Work required
Carry over every entry exactly as it appears in the records.
──────── Source information
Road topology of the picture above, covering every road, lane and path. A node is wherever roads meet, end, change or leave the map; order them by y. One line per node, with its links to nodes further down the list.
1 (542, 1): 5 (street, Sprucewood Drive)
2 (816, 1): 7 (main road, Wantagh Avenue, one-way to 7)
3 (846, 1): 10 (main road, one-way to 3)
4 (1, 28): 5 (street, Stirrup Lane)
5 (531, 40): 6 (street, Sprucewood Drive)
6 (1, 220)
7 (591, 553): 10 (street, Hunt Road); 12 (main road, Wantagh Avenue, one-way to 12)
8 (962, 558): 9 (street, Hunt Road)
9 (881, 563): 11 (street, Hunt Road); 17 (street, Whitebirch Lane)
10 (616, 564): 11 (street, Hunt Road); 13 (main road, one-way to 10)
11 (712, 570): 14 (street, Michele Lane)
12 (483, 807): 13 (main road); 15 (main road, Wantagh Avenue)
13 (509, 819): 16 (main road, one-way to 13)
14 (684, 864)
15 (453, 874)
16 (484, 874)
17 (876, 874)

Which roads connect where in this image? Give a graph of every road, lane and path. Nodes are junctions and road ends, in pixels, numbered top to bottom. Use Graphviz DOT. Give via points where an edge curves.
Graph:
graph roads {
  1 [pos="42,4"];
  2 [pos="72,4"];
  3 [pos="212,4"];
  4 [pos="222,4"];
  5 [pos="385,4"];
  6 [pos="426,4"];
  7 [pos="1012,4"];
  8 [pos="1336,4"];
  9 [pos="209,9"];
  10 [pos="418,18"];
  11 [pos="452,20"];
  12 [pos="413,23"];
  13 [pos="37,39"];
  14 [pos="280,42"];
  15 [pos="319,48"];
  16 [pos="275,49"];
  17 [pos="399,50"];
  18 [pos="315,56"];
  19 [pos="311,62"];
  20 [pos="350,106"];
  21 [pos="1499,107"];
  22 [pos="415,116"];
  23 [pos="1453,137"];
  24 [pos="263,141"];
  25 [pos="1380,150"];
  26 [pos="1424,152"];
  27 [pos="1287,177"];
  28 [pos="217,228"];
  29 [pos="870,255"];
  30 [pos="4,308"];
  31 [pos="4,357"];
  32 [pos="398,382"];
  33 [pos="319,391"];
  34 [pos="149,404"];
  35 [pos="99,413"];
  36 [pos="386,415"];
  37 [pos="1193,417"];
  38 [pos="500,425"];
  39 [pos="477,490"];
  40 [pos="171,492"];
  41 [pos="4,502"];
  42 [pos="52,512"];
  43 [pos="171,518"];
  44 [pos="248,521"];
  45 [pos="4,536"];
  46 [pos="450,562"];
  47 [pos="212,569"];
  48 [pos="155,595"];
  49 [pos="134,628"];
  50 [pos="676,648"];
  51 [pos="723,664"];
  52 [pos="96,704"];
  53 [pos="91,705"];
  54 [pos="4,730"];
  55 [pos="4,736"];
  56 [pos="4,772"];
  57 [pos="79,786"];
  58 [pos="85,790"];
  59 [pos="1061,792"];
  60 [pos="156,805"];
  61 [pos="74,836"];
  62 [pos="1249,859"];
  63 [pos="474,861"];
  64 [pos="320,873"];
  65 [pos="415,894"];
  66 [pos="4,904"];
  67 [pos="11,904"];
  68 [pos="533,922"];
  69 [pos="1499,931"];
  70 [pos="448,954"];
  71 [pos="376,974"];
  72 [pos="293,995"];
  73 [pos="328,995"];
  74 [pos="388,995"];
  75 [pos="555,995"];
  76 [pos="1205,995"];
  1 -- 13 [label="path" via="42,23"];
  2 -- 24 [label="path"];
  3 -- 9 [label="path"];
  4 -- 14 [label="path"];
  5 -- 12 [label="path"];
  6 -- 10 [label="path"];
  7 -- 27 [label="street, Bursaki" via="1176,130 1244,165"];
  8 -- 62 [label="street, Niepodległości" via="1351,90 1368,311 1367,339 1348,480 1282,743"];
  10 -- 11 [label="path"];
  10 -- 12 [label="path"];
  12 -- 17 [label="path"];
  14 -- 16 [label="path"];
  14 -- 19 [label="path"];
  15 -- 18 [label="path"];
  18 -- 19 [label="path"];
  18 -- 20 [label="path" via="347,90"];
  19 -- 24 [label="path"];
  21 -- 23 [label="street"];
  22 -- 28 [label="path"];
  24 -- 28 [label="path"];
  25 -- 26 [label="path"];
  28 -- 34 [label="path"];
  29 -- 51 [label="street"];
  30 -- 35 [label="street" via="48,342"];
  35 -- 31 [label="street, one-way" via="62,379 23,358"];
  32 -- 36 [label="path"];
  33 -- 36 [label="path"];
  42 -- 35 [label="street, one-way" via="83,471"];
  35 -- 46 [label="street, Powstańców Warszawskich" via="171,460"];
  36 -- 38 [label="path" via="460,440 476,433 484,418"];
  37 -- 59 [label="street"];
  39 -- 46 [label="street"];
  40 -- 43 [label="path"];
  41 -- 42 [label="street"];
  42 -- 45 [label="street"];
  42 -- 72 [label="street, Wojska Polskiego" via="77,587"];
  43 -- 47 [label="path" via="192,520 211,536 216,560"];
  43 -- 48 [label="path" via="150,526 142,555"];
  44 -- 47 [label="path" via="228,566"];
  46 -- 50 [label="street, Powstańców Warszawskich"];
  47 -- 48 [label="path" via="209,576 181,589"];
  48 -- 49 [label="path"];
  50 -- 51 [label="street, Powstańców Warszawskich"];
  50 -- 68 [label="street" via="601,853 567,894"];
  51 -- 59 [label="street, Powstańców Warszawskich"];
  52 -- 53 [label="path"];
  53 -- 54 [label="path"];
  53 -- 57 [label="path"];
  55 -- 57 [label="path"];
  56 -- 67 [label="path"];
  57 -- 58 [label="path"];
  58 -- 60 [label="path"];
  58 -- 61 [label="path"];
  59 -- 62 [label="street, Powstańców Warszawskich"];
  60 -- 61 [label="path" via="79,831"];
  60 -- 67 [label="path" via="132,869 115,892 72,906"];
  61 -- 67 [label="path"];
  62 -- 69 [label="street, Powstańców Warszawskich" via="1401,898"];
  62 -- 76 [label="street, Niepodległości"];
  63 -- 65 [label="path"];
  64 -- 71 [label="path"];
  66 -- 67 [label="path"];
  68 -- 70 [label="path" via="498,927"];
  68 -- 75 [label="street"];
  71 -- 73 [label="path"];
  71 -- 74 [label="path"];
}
────────────────
Solved exercise
Road topology of the picture above, covering every road, lane and path. A node is wherever roads meet, end, change or leave the map; order them by y. One line per node, with its links to nodes further down the list.
1 (542, 1): 5 (street, Sprucewood Drive)
2 (816, 1): 7 (main road, Wantagh Avenue, one-way to 7)
3 (846, 1): 10 (main road, one-way to 3)
4 (1, 28): 5 (street, Stirrup Lane)
5 (531, 40): 6 (street, Sprucewood Drive)
6 (1, 220)
7 (591, 553): 10 (street, Hunt Road); 12 (main road, Wantagh Avenue, one-way to 12)
8 (962, 558): 9 (street, Hunt Road)
9 (881, 563): 11 (street, Hunt Road); 17 (street, Whitebirch Lane)
10 (616, 564): 11 (street, Hunt Road); 13 (main road, one-way to 10)
11 (712, 570): 14 (street, Michele Lane)
12 (483, 807): 13 (main road); 15 (main road, Wantagh Avenue)
13 (509, 819): 16 (main road, one-way to 13)
14 (684, 864)
15 (453, 874)
16 (484, 874)
17 (876, 874)

Which roads connect where in this image? Give a graph of every road, lane and path. Nodes are junctions and road ends, in pixels, numbered top to bottom. Use Graphviz DOT. Give via points where an edge curves.
Graph:
graph roads {
  1 [pos="42,4"];
  2 [pos="72,4"];
  3 [pos="212,4"];
  4 [pos="222,4"];
  5 [pos="385,4"];
  6 [pos="426,4"];
  7 [pos="1012,4"];
  8 [pos="1336,4"];
  9 [pos="209,9"];
  10 [pos="418,18"];
  11 [pos="452,20"];
  12 [pos="413,23"];
  13 [pos="37,39"];
  14 [pos="280,42"];
  15 [pos="319,48"];
  16 [pos="275,49"];
  17 [pos="399,50"];
  18 [pos="315,56"];
  19 [pos="311,62"];
  20 [pos="350,106"];
  21 [pos="1499,107"];
  22 [pos="415,116"];
  23 [pos="1453,137"];
  24 [pos="263,141"];
  25 [pos="1380,150"];
  26 [pos="1424,152"];
  27 [pos="1287,177"];
  28 [pos="217,228"];
  29 [pos="870,255"];
  30 [pos="4,308"];
  31 [pos="4,357"];
  32 [pos="398,382"];
  33 [pos="319,391"];
  34 [pos="149,404"];
  35 [pos="99,413"];
  36 [pos="386,415"];
  37 [pos="1193,417"];
  38 [pos="500,425"];
  39 [pos="477,490"];
  40 [pos="171,492"];
  41 [pos="4,502"];
  42 [pos="52,512"];
  43 [pos="171,518"];
  44 [pos="248,521"];
  45 [pos="4,536"];
  46 [pos="450,562"];
  47 [pos="212,569"];
  48 [pos="155,595"];
  49 [pos="134,628"];
  50 [pos="676,648"];
  51 [pos="723,664"];
  52 [pos="96,704"];
  53 [pos="91,705"];
  54 [pos="4,730"];
  55 [pos="4,736"];
  56 [pos="4,772"];
  57 [pos="79,786"];
  58 [pos="85,790"];
  59 [pos="1061,792"];
  60 [pos="156,805"];
  61 [pos="74,836"];
  62 [pos="1249,859"];
  63 [pos="474,861"];
  64 [pos="320,873"];
  65 [pos="415,894"];
  66 [pos="4,904"];
  67 [pos="11,904"];
  68 [pos="533,922"];
  69 [pos="1499,931"];
  70 [pos="448,954"];
  71 [pos="376,974"];
  72 [pos="293,995"];
  73 [pos="328,995"];
  74 [pos="388,995"];
  75 [pos="555,995"];
  76 [pos="1205,995"];
  1 -- 13 [label="path" via="42,23"];
  2 -- 24 [label="path"];
  3 -- 9 [label="path"];
  4 -- 14 [label="path"];
  5 -- 12 [label="path"];
  6 -- 10 [label="path"];
  7 -- 27 [label="street, Bursaki" via="1176,130 1244,165"];
  8 -- 62 [label="street, Niepodległości" via="1351,90 1368,311 1367,339 1348,480 1282,743"];
  10 -- 11 [label="path"];
  10 -- 12 [label="path"];
  12 -- 17 [label="path"];
  14 -- 16 [label="path"];
  14 -- 19 [label="path"];
  15 -- 18 [label="path"];
  18 -- 19 [label="path"];
  18 -- 20 [label="path" via="347,90"];
  19 -- 24 [label="path"];
  21 -- 23 [label="street"];
  22 -- 28 [label="path"];
  24 -- 28 [label="path"];
  25 -- 26 [label="path"];
  28 -- 34 [label="path"];
  29 -- 51 [label="street"];
  30 -- 35 [label="street" via="48,342"];
  35 -- 31 [label="street, one-way" via="62,379 23,358"];
  32 -- 36 [label="path"];
  33 -- 36 [label="path"];
  42 -- 35 [label="street, one-way" via="83,471"];
  35 -- 46 [label="street, Powstańców Warszawskich" via="171,460"];
  36 -- 38 [label="path" via="460,440 476,433 484,418"];
  37 -- 59 [label="street"];
  39 -- 46 [label="street"];
  40 -- 43 [label="path"];
  41 -- 42 [label="street"];
  42 -- 45 [label="street"];
  42 -- 72 [label="street, Wojska Polskiego" via="77,587"];
  43 -- 47 [label="path" via="192,520 211,536 216,560"];
  43 -- 48 [label="path" via="150,526 142,555"];
  44 -- 47 [label="path" via="228,566"];
  46 -- 50 [label="street, Powstańców Warszawskich"];
  47 -- 48 [label="path" via="209,576 181,589"];
  48 -- 49 [label="path"];
  50 -- 51 [label="street, Powstańców Warszawskich"];
  50 -- 68 [label="street" via="601,853 567,894"];
  51 -- 59 [label="street, Powstańców Warszawskich"];
  52 -- 53 [label="path"];
  53 -- 54 [label="path"];
  53 -- 57 [label="path"];
  55 -- 57 [label="path"];
  56 -- 67 [label="path"];
  57 -- 58 [label="path"];
  58 -- 60 [label="path"];
  58 -- 61 [label="path"];
  59 -- 62 [label="street, Powstańców Warszawskich"];
  60 -- 61 [label="path" via="79,831"];
  60 -- 67 [label="path" via="132,869 115,892 72,906"];
  61 -- 67 [label="path"];
  62 -- 69 [label="street, Powstańców Warszawskich" via="1401,898"];
  62 -- 76 [label="street, Niepodległości"];
  63 -- 65 [label="path"];
  64 -- 71 [label="path"];
  66 -- 67 [label="path"];
  68 -- 70 [label="path" via="498,927"];
  68 -- 75 [label="street"];
  71 -- 73 [label="path"];
  71 -- 74 [label="path"];
}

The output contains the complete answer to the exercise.